Casualidad o cálculo, el anuncio de la regularización de medio millón de inmigrantes en España a finales de enero llegó en el momento justo, justo en medio de la secuencia «HIELO». Tras la muerte de dos manifestantes en Minneapolis, esta policía estadounidense, símbolo de la política antiinmigración de Donald Trump, fue duramente criticada en la prensa occidental. Pedro Sánchez también anunció esta medida el día de la publicación de las cifras de paro para el cuarto trimestre de 2025, que de hecho muestran una tasa inferior al 10% por primera vez desde 2008. Un éxito obtenido en parte gracias a los nuevos puestos de trabajo ocupados por extranjeros (52.500 frente a los 23.700 del año en el último informe). Como no deja de señalar Pedro Sánchez en su columna, estas regularizaciones masivas habían sido solicitadas a través de una iniciativa popular firmada por más de 600.000 personas y apoyada por unas 900 asociaciones además del episcopado español.
Sánchez ‘odia a los españoles’
En el plano político, Pedro Sánchez finalmente hizo este anuncio tras una reunión entre el Gobierno y el partido de extrema izquierda Podemos, muy favorable a la inmigración. Para Alberto Núñez Feijóo, líder del Partido Popular (PP, derecha), principal fuerza de la oposición, el presidente del Gobierno busca “desviar la atención” de la opinión pública, centrada desde el 18 de enero en la tragedia ferroviaria que dejó 45 muertos en el sur del país. “La política migratoria de Sánchez es tan absurda como su (política) ferroviaria”le espetó a X. Sánchez “odia a los españoles” Y “quiere reemplazarlo”añadió Santiago Abascal, líder del partido de extrema derecha Vox, tercera fuerza política del país.

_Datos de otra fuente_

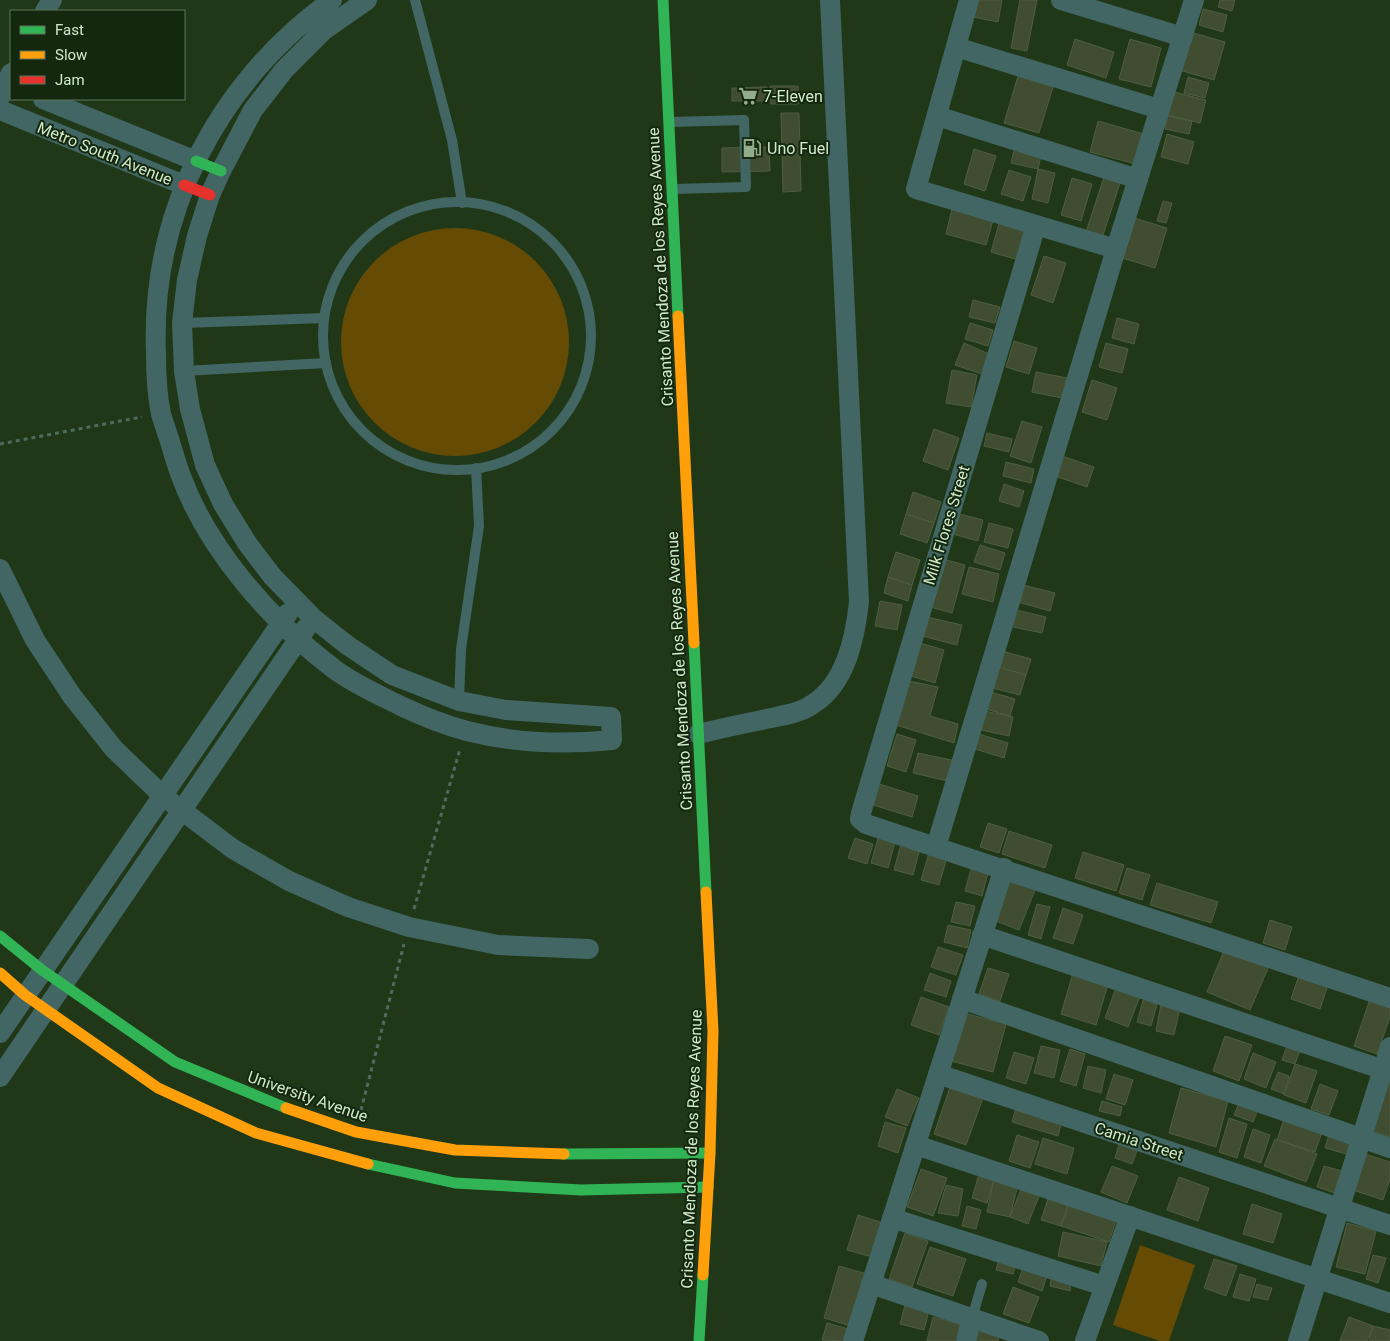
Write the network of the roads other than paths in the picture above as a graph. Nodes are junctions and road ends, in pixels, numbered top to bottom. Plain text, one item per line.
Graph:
1 (332, 0) edge
2 (367, 0) edge
3 (416, 0) edge
4 (663, 0) edge
5 (830, 0) edge
6 (969, 0) edge
7 (1061, 0) edge
8 (1194, 0) edge
9 (1183, 37) junction
10 (956, 47) junction
11 (45, 100) edge
12 (1159, 109) junction
13 (0, 110) edge
14 (937, 116) junction
15 (669, 122) junction
16 (196, 161) junction
17 (221, 172) junction
18 (1138, 179) junction
19 (184, 185) junction
20 (672, 189) junction
21 (210, 195) junction
22 (462, 203) junction
23 (1036, 225) junction
24 (1116, 249) junction
25 (324, 318) junction
26 (182, 323) junction
27 (326, 363) junction
28 (184, 371) junction
29 (476, 468) junction
30 (0, 569) edge
31 (296, 601) junction
32 (313, 618) junction
33 (281, 623) junction
34 (298, 639) junction
35 (459, 701) junction
36 (698, 734) junction
37 (163, 796) junction
38 (181, 811) junction
39 (936, 847) junction
40 (1004, 868) junction
41 (982, 935) junction
42 (0, 936) edge
43 (589, 949) dead end
44 (42, 970) junction
45 (0, 973) edge
46 (63, 984) junction
47 (26, 995) junction
48 (1390, 998) edge
49 (962, 999) junction
50 (45, 1009) junction
51 (0, 1033) edge
52 (1390, 1047) edge
53 (1386, 1070) edge
54 (938, 1074) junction
55 (0, 1077) edge
56 (1362, 1138) junction
57 (916, 1144) junction
58 (1390, 1148) edge
59 (710, 1153) junction
60 (708, 1187) junction
61 (1340, 1208) junction
62 (1130, 1216) junction
63 (892, 1218) junction
64 (1390, 1225) edge
65 (1318, 1279) junction
66 (872, 1284) junction
67 (982, 1284) dead end
68 (1104, 1286) junction
69 (1390, 1303) edge
70 (972, 1318) junction
71 (699, 1341) edge
72 (853, 1341) edge
73 (966, 1341) edge
74 (1039, 1341) edge
75 (1085, 1341) edge
76 (1298, 1341) edge

1 - 16 street
2 - 17 street
3 - 22 lane
4 - 15 street, Crisanto Mendoza de los Reyes Avenue
5 - 36 street
6 - 10 street
7 - 9 street
8 - 9 street
9 - 12 street
10 - 12 street
10 - 14 street
11 - 16 street, Metro South Avenue
12 - 18 street
13 - 19 street, Metro South Avenue
14 - 18 street
14 - 23 street
15 - 20 street, Crisanto Mendoza de los Reyes Avenue
15 - 20 lane
16 - 17 street, Metro South Avenue
16 - 19 street
17 - 21 street
18 - 24 street
19 - 21 street, Metro South Avenue
19 - 33 street
20 - 36 street, Crisanto Mendoza de los Reyes Avenue
21 - 26 street
22 - 25 lane
22 - 29 lane
23 - 24 street
23 - 39 street, Milk Flores Street
24 - 39 street
25 - 26 lane
25 - 27 lane
26 - 28 street
27 - 28 lane
27 - 29 lane
28 - 31 street
29 - 35 lane
30 - 37 street
31 - 32 street
31 - 33 street
32 - 34 street
32 - 35 street
33 - 34 street
33 - 37 street
34 - 35 street
34 - 38 street
36 - 59 street, Crisanto Mendoza de los Reyes Avenue
37 - 38 street
37 - 44 street
38 - 43 street
38 - 46 street
39 - 40 street
40 - 41 street
40 - 48 street
41 - 49 street
41 - 53 street
42 - 44 street, University Avenue
44 - 46 street, University Avenue
44 - 47 street
45 - 47 street
46 - 50 street
46 - 59 street, University Avenue
47 - 50 street
47 - 51 street
49 - 54 street
49 - 56 street
50 - 55 street
50 - 60 street
52 - 53 street
53 - 56 street
54 - 57 street
54 - 61 street, Camia Street
56 - 58 street
56 - 61 street
57 - 62 street
57 - 63 street
59 - 60 street, Crisanto Mendoza de los Reyes Avenue
60 - 71 street, Crisanto Mendoza de los Reyes Avenue
61 - 64 street, Camia Street
61 - 65 street
62 - 65 street
62 - 68 street
63 - 66 street
63 - 68 street
65 - 69 street
65 - 76 street
66 - 70 street
66 - 72 street
67 - 70 lane
68 - 75 street
70 - 73 street
70 - 74 street

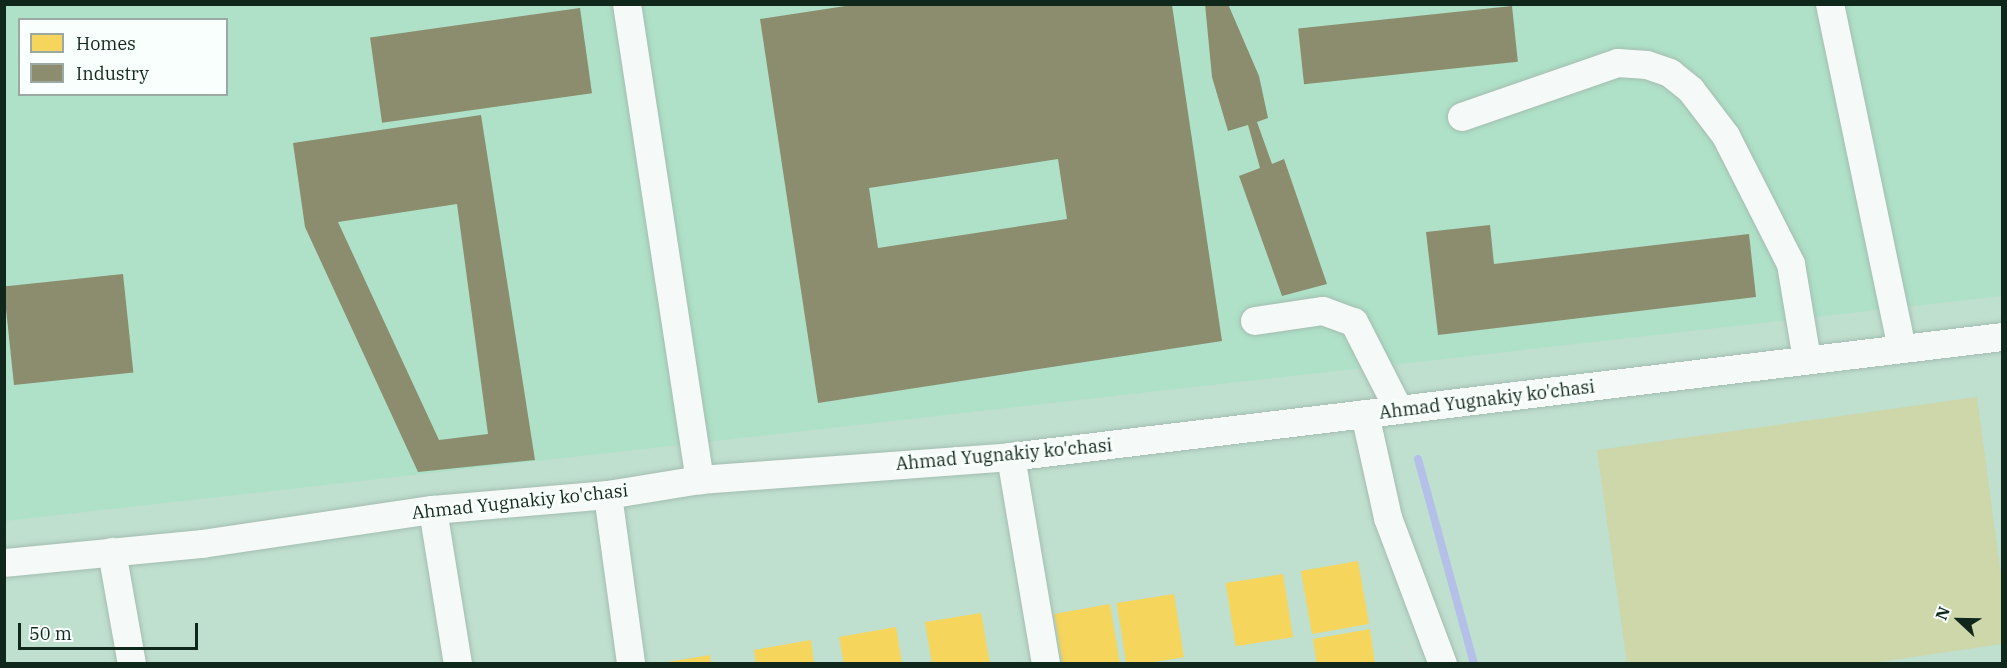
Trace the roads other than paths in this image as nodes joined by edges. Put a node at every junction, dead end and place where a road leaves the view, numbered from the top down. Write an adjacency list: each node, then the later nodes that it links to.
1 (627, 4): 11 (street)
2 (1830, 4): 6 (street)
3 (1462, 117): 7 (street)
4 (1255, 321): 8 (street)
5 (2002, 337): 6 (street, Ahmad Yugnakiy ko'chasi)
6 (1902, 348): 7 (street, Ahmad Yugnakiy ko'chasi)
7 (1807, 360): 8 (street, Ahmad Yugnakiy ko'chasi)
8 (1399, 410): 9 (street, Ahmad Yugnakiy ko'chasi)
9 (1365, 414): 10 (street, Ahmad Yugnakiy ko'chasi); 20 (street)
10 (1011, 457): 11 (street, Ahmad Yugnakiy ko'chasi); 19 (street)
11 (700, 480): 12 (street, Ahmad Yugnakiy ko'chasi)
12 (608, 495): 13 (street, Ahmad Yugnakiy ko'chasi); 18 (street)
13 (433, 510): 14 (street, Ahmad Yugnakiy ko'chasi); 17 (street)
14 (112, 552): 15 (street, Ahmad Yugnakiy ko'chasi); 16 (street)
15 (4, 563)
16 (132, 663)
17 (458, 663)
18 (631, 663)
19 (1046, 663)
20 (1443, 663)

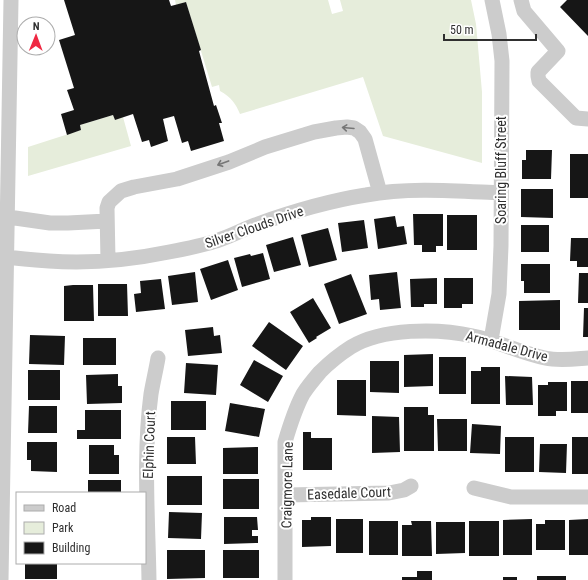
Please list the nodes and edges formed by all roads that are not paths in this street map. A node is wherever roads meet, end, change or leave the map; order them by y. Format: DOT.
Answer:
graph roads {
  1 [pos="11,0"];
  2 [pos="492,0"];
  3 [pos="521,0"];
  4 [pos="588,119"];
  5 [pos="4,188"];
  6 [pos="380,193"];
  7 [pos="501,193"];
  8 [pos="8,217"];
  9 [pos="107,221"];
  10 [pos="7,257"];
  11 [pos="108,260"];
  12 [pos="491,340"];
  13 [pos="158,358"];
  14 [pos="588,358"];
  15 [pos="304,392"];
  16 [pos="411,486"];
  17 [pos="474,488"];
  18 [pos="286,495"];
  19 [pos="588,497"];
  20 [pos="1,498"];
  21 [pos="1,580"];
  22 [pos="149,580"];
  23 [pos="285,580"];
  1 -- 5 [label="street"];
  2 -- 7 [label="street, Soaring Bluff Street"];
  3 -- 4 [label="street"];
  5 -- 8 [label="street"];
  6 -- 7 [label="street, Silver Clouds Drive"];
  6 -- 9 [label="street, one-way"];
  6 -- 11 [label="street, Silver Clouds Drive"];
  7 -- 12 [label="street, Soaring Bluff Street"];
  8 -- 9 [label="street"];
  8 -- 10 [label="street"];
  9 -- 11 [label="street"];
  10 -- 11 [label="street, Silver Clouds Drive"];
  10 -- 20 [label="street"];
  12 -- 14 [label="street, Armadale Drive"];
  12 -- 15 [label="street, Armadale Drive"];
  13 -- 22 [label="street, Elphin Court"];
  15 -- 18 [label="street, Craigmore Lane"];
  16 -- 18 [label="street, Easedale Court"];
  17 -- 19 [label="street"];
  18 -- 23 [label="street, Craigmore Lane"];
  20 -- 21 [label="street"];
}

Estas regularizaciones deberían afectar principalmente a los inmigrantes latinoamericanos, que representan el 91% de las 840.000 personas que actualmente se encuentran en situación irregular en España, según cifras del think tank Funcas. Ya en noviembre de 2024, el gobierno adoptó una reforma que debería permitir la regularización de 300.000 personas al año durante los tres años siguientes. España es una de las tres principales puertas de inmigración a Europa, junto con Italia y Grecia. Cerca de 37.000 inmigrantes irregulares entraron en España en 2025, una cifra muy inferior a la de 2024 (64.000 llegadas, un descenso del 42,6%), según el Ministerio del Interior. Según los últimos datos publicados por el Instituto Nacional de Estadística, en España viven más de siete millones de extranjeros sobre una población total de 49,4 millones de personas.